Key changes since the last release:
- Rework and maturing of ARMv7 support
- Integration of ARMv8 support with a many new boards
- AMD Seattle / SoftIron Overdrive 3000
- LeMaker HiKey
- NVIDIA Jetson TX1
- Xilinx ZCU102 (ZynqMP evaluation board)
- Support for booting multiple Linux instances, UP or SMP, on all
supported architectures
- Enhanced inter-cell communication, including support for using a
virtual network protocol driver on top, also on all architectures
- Many improvements on x86
- AMD IOMMU support (interrupt remapping will come soon)
- Intel Cache Allocation Technology (L3, support for L2 will follow)
- Support for recent Intel CPUs, including Apollo Lake SOCs
- Support for sub-page MMIO regions (who still designs hardware with
unaligned resources?)

The statistics over v0.5..v0.6 also look fairly nice:
- 744 commits (330 files changed, 20700 insertions, 9266 deletions)
- 26 contributors
- at least 12 different contributing organizations (companies,
universities)

Special thanks go to Huawei, who did a great job in enabling Jailhouse
on ARMv8, and to the OTH Regensburg, who is currently sending us the
most active non-Siemens contributor, Ralf Ramsauer, and also makes sure
that Jailhouse will literally fly (more at ELC and the Embedded World
conference).


You can download the new release from

https://github.com/siemens/jailhouse/archive/v0.6.tar.gz

then follow the README.md for first steps on recommended evaluation
platforms and check the tutorial session from last ELC-E [1][2]. Drop us
a note on the mailing list if you run into trouble. Jailhouse continues
to improve on usability, but dealing with real hardware bears the risk
that something requires fine-tuning and deeper understanding.

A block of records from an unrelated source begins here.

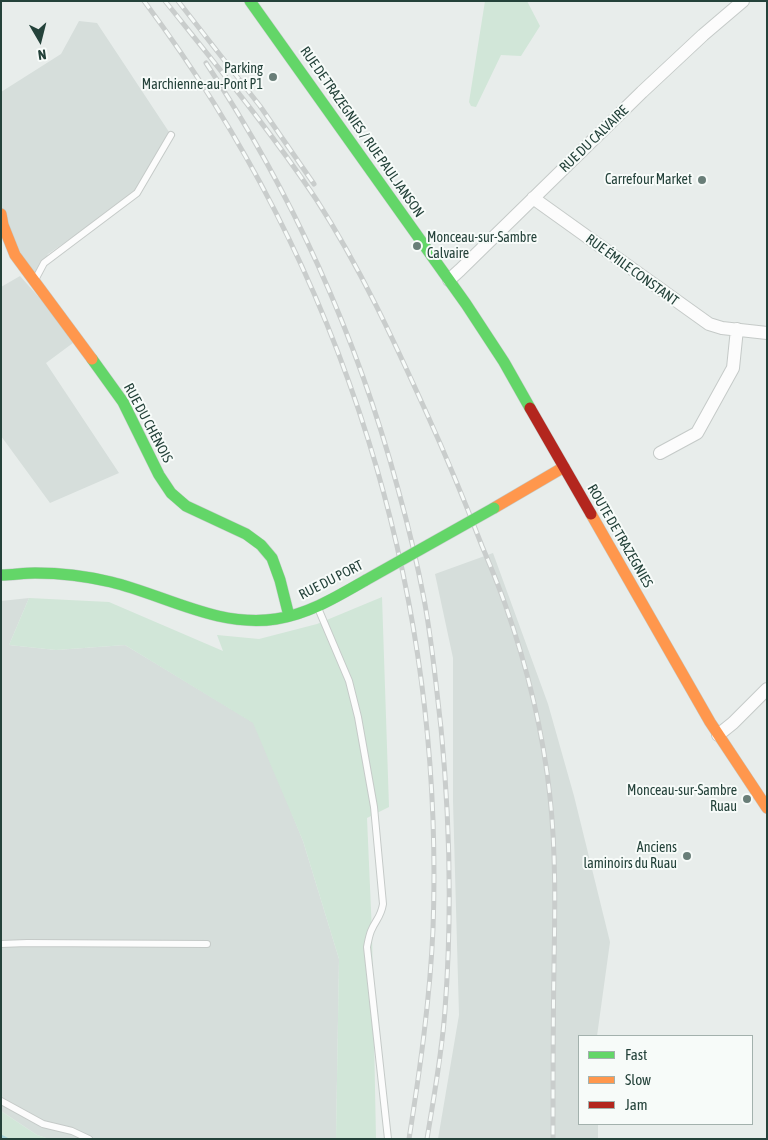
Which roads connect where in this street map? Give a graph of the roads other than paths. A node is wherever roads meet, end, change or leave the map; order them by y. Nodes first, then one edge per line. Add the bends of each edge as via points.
1 (250, 1) edge
2 (743, 1) edge
3 (171, 135) dead end
4 (533, 198) junction
5 (1, 214) edge
6 (449, 280) junction
7 (34, 282) junction
8 (737, 329) junction
9 (767, 333) edge
10 (660, 453) dead end
11 (564, 467) junction
12 (1, 575) edge
13 (318, 606) junction
14 (289, 616) junction
15 (767, 689) edge
16 (718, 735) junction
17 (767, 808) edge
18 (1, 944) edge
19 (207, 944) dead end
20 (1, 1101) edge
21 (89, 1139) edge
22 (388, 1139) edge

1 - 6 main road, RUE DE TRAZEGNIES / RUE PAUL JANSON
2 - 4 street, RUE DU CALVAIRE via 689,48
3 - 7 lane via 137,193 44,263
4 - 6 street, RUE DU CALVAIRE
4 - 8 street, RUE ÉMILE CONSTANT via 709,324
5 - 7 main road, RUE DU CHÊNOIS via 15,255
6 - 11 main road, ROUTE DE TRAZEGNIES via 500,356
7 - 14 main road, RUE DU CHÊNOIS via 123,402 170,493 186,506 246,534 261,544 272,558
8 - 9 street, RUE ÉMILE CONSTANT
8 - 10 street via 733,368 697,433
11 - 13 main road, RUE DU PORT, bridge
11 - 16 main road, ROUTE DE TRAZEGNIES
12 - 14 main road, RUE DU PORT via 35,573 104,580 227,618 260,620
13 - 14 main road, RUE DU PORT
13 - 22 lane via 349,681 374,807 382,914 370,934 367,947
15 - 16 street
16 - 17 main road, ROUTE DE TRAZEGNIES
18 - 19 lane
20 - 21 lane via 43,1124

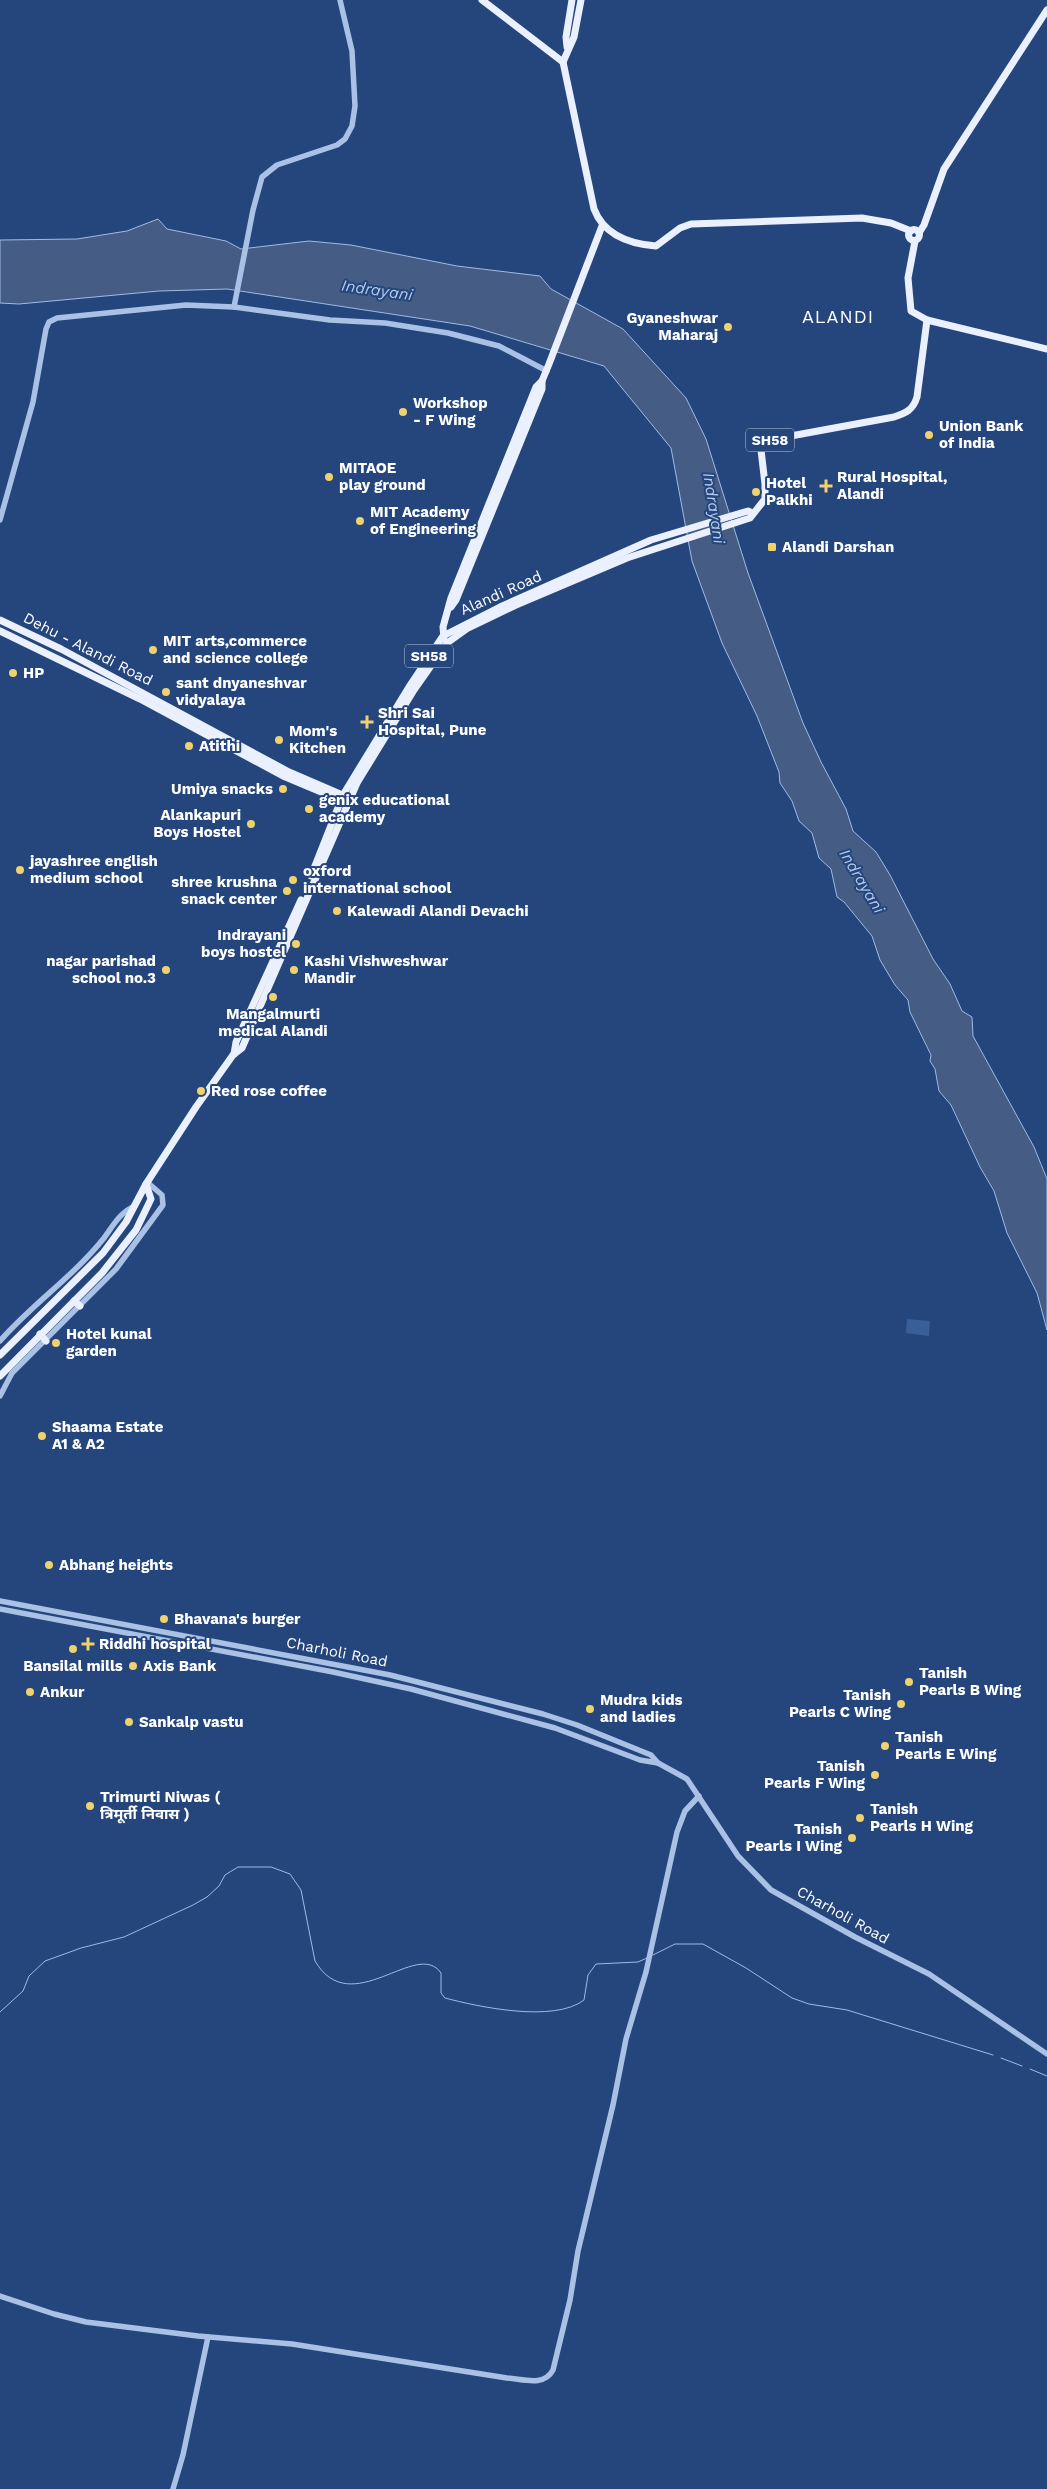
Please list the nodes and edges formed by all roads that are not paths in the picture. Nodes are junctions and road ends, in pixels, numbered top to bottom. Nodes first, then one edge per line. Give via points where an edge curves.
1 (340, 0) edge
2 (482, 0) edge
3 (572, 0) edge
4 (581, 0) edge
5 (1047, 10) edge
6 (567, 47) junction
7 (563, 62) junction
8 (602, 226) junction
9 (910, 231) junction
10 (919, 233) junction
11 (915, 241) junction
12 (234, 306) junction
13 (927, 320) junction
14 (1047, 349) edge
15 (548, 368) junction
16 (743, 516) junction
17 (0, 520) edge
18 (622, 557) junction
19 (0, 620) edge
20 (0, 630) edge
21 (445, 639) junction
22 (345, 799) junction
23 (146, 1183) junction
24 (135, 1206) junction
25 (74, 1301) junction
26 (80, 1306) junction
27 (40, 1334) junction
28 (0, 1341) edge
29 (46, 1341) junction
30 (0, 1355) edge
31 (0, 1376) edge
32 (0, 1396) edge
33 (0, 1601) edge
34 (0, 1609) edge
35 (658, 1763) junction
36 (699, 1796) junction
37 (1047, 2054) edge
38 (0, 2296) edge
39 (208, 2337) junction
40 (173, 2489) edge

1 - 12 street via 352,51 355,106 352,126 345,139 336,145 272,168 262,177
2 - 7 main road
3 - 6 main road
4 - 6 main road via 574,36
5 - 10 main road via 944,169
6 - 7 main road
7 - 8 main road via 594,209
8 - 9 main road via 628,239 656,246 684,226 704,223 862,218 891,222
8 - 15 main road
9 - 10 main road
9 - 11 main road via 909,237
10 - 11 main road
11 - 13 main road via 908,278 909,306 916,315
12 - 15 street via 448,332 499,346
12 - 17 street via 176,306 57,318 49,322 33,402
13 - 14 main road
13 - 16 main road, SH58 via 914,405 910,410 894,417 765,442 761,450 765,499 750,518
15 - 21 main road via 456,600 450,608
16 - 18 main road, Alandi Road / SH58 via 655,549
16 - 18 main road, Alandi Road / SH58 via 652,540
18 - 21 main road, Alandi Road / SH58 via 520,600
19 - 22 main road, Dehu - Alandi Road
20 - 22 main road, Dehu - Alandi Road via 140,699 288,778
21 - 22 main road, Alandi Road / SH58
21 - 22 main road, Alandi Road / SH58 via 409,687
22 - 23 main road via 242,1048
23 - 24 main road
23 - 25 main road via 152,1199 136,1230 102,1273
23 - 26 street via 162,1195 163,1205 116,1269
24 - 28 street via 124,1210 72,1273
24 - 30 main road via 103,1252
25 - 26 main road
25 - 27 main road
26 - 29 street
27 - 29 main road
27 - 31 main road
29 - 32 street via 12,1374
33 - 35 street, Charholi Road via 378,1672 478,1696 577,1725 652,1755
34 - 35 street, Charholi Road via 411,1689 555,1728 640,1760
35 - 36 street, Charholi Road via 681,1774
36 - 37 street, Charholi Road via 738,1856 771,1890 929,1974
36 - 39 street via 685,1811 677,1832 648,1962 626,2039 570,2300 553,2370 547,2378 540,2381 507,2378 292,2344
38 - 39 street via 86,2322
39 - 40 street

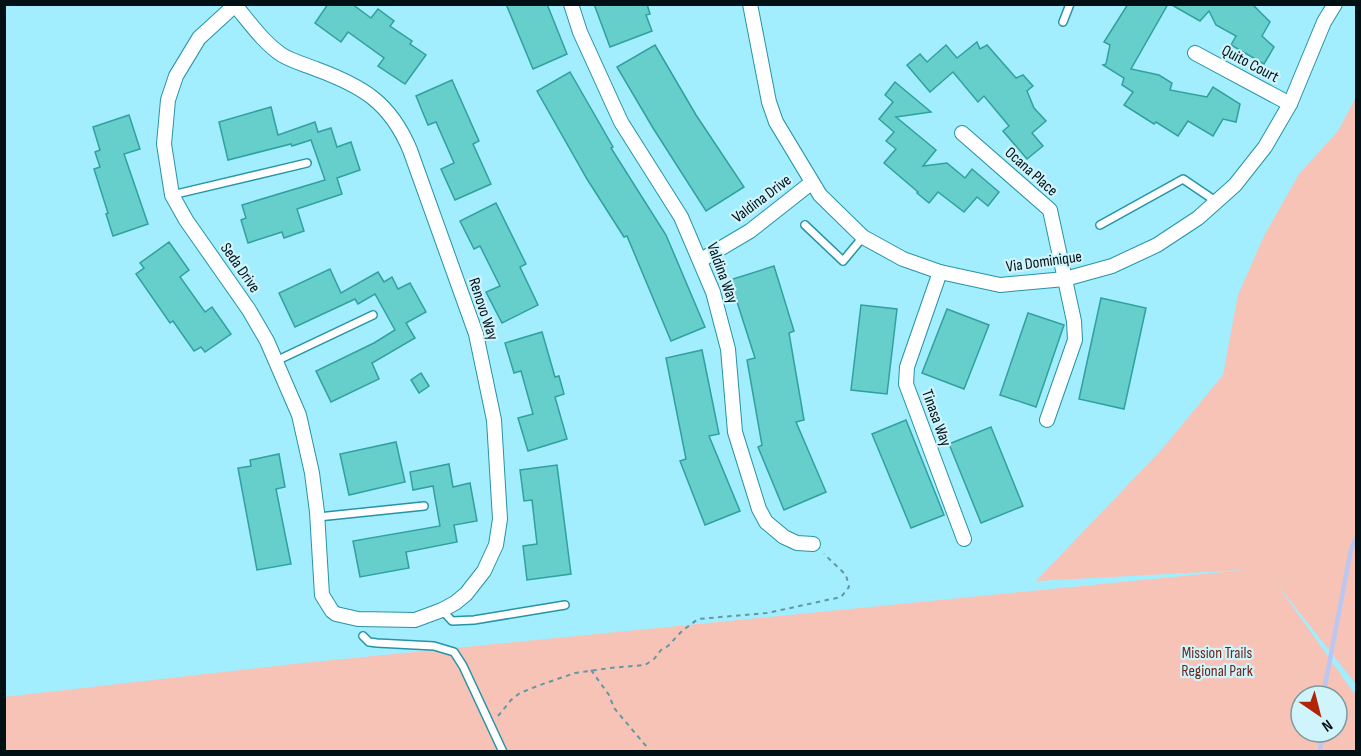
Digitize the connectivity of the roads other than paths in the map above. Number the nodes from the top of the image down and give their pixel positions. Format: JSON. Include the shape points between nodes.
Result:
{"nodes":[{"id":1,"x":571,"y":4,"type":"edge"},
{"id":2,"x":750,"y":4,"type":"edge"},
{"id":3,"x":1070,"y":4,"type":"edge"},
{"id":4,"x":1335,"y":4,"type":"edge"},
{"id":5,"x":236,"y":5,"type":"edge"},
{"id":6,"x":1063,"y":22,"type":"dead end"},
{"id":7,"x":1195,"y":53,"type":"dead end"},
{"id":8,"x":1290,"y":104,"type":"junction"},
{"id":9,"x":962,"y":133,"type":"dead end"},
{"id":10,"x":307,"y":163,"type":"dead end"},
{"id":11,"x":811,"y":183,"type":"junction"},
{"id":12,"x":172,"y":195,"type":"junction"},
{"id":13,"x":1217,"y":202,"type":"junction"},
{"id":14,"x":805,"y":225,"type":"dead end"},
{"id":15,"x":1100,"y":225,"type":"dead end"},
{"id":16,"x":863,"y":237,"type":"junction"},
{"id":17,"x":701,"y":260,"type":"junction"},
{"id":18,"x":939,"y":272,"type":"junction"},
{"id":19,"x":1065,"y":279,"type":"junction"},
{"id":20,"x":373,"y":315,"type":"dead end"},
{"id":21,"x":276,"y":361,"type":"junction"},
{"id":22,"x":1047,"y":420,"type":"dead end"},
{"id":23,"x":424,"y":506,"type":"dead end"},
{"id":24,"x":318,"y":517,"type":"junction"},
{"id":25,"x":964,"y":539,"type":"dead end"},
{"id":26,"x":813,"y":544,"type":"road end"},
{"id":27,"x":565,"y":605,"type":"dead end"},
{"id":28,"x":442,"y":610,"type":"junction"},
{"id":29,"x":358,"y":618,"type":"joint"},
{"id":30,"x":363,"y":636,"type":"dead end"},
{"id":31,"x":503,"y":752,"type":"edge"}],
"edges":[{"from":1,"to":17,"type":"street","name":"Valdina Way","via":[[621,122],[681,217]]},
{"from":2,"to":11,"type":"street","name":"Via Dominique","via":[[769,102]]},
{"from":3,"to":6,"type":"lane"},
{"from":4,"to":8,"type":"street","name":"Via Dominique"},
{"from":5,"to":12,"type":"street","name":"Seda Drive","via":[[199,38],[176,76],[168,100],[164,144]]},
{"from":5,"to":28,"type":"street","name":"Renovo Way","via":[[262,38],[284,56],[355,85],[376,99],[396,123],[410,150],[476,334],[494,420],[499,532],[491,558],[476,583]]},
{"from":7,"to":8,"type":"street","name":"Quito Court"},
{"from":8,"to":13,"type":"street","name":"Via Dominique","via":[[1265,147]]},
{"from":9,"to":19,"type":"street","name":"Ocana Place","via":[[1050,210]]},
{"from":10,"to":12,"type":"lane"},
{"from":11,"to":16,"type":"street","name":"Via Dominique"},
{"from":11,"to":17,"type":"street","name":"Valdina Drive","via":[[750,231]]},
{"from":12,"to":21,"type":"street","name":"Seda Drive","via":[[249,310]]},
{"from":13,"to":15,"type":"lane","via":[[1184,179]]},
{"from":13,"to":19,"type":"street","name":"Via Dominique","via":[[1150,249],[1112,266]]},
{"from":14,"to":16,"type":"lane","via":[[843,261]]},
{"from":16,"to":18,"type":"street","name":"Via Dominique","via":[[903,259]]},
{"from":17,"to":26,"type":"street","name":"Valdina Way","via":[[714,292],[728,349],[735,432],[759,509],[766,522],[784,537]]},
{"from":18,"to":19,"type":"street","name":"Via Dominique","via":[[1000,285]]},
{"from":18,"to":25,"type":"street","name":"Tinasa Way","via":[[907,367],[906,384]]},
{"from":19,"to":22,"type":"street","name":"Ocana Place","via":[[1075,340]]},
{"from":20,"to":21,"type":"lane"},
{"from":21,"to":24,"type":"street","name":"Seda Drive","via":[[299,415]]},
{"from":23,"to":24,"type":"lane"},
{"from":24,"to":29,"type":"street","name":"Seda Drive","via":[[322,595],[336,614]]},
{"from":27,"to":28,"type":"lane","via":[[452,621]]},
{"from":28,"to":29,"type":"street","name":"Renovo Way","via":[[415,620]]},
{"from":30,"to":31,"type":"lane","via":[[369,642],[434,646],[454,652]]}]}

What comes next? Of course, that also depends on further contributions.
But we do have a number of hot topics on the to-do list:
- Further rework of the inter-cell communication device, either
towards some "ivshmem 2.0" that will be used by others as well
(specifically QEMU) or defined as a Jailhouse-proprietary solution.
Discussions to be started soon.
- Improve code documentation, not only to support the ongoing safety
certification efforts, but it plays an important role there.
- On-device test automation: with about 10 targets now and likely
more in the future, it became fairly unhandy to test manually...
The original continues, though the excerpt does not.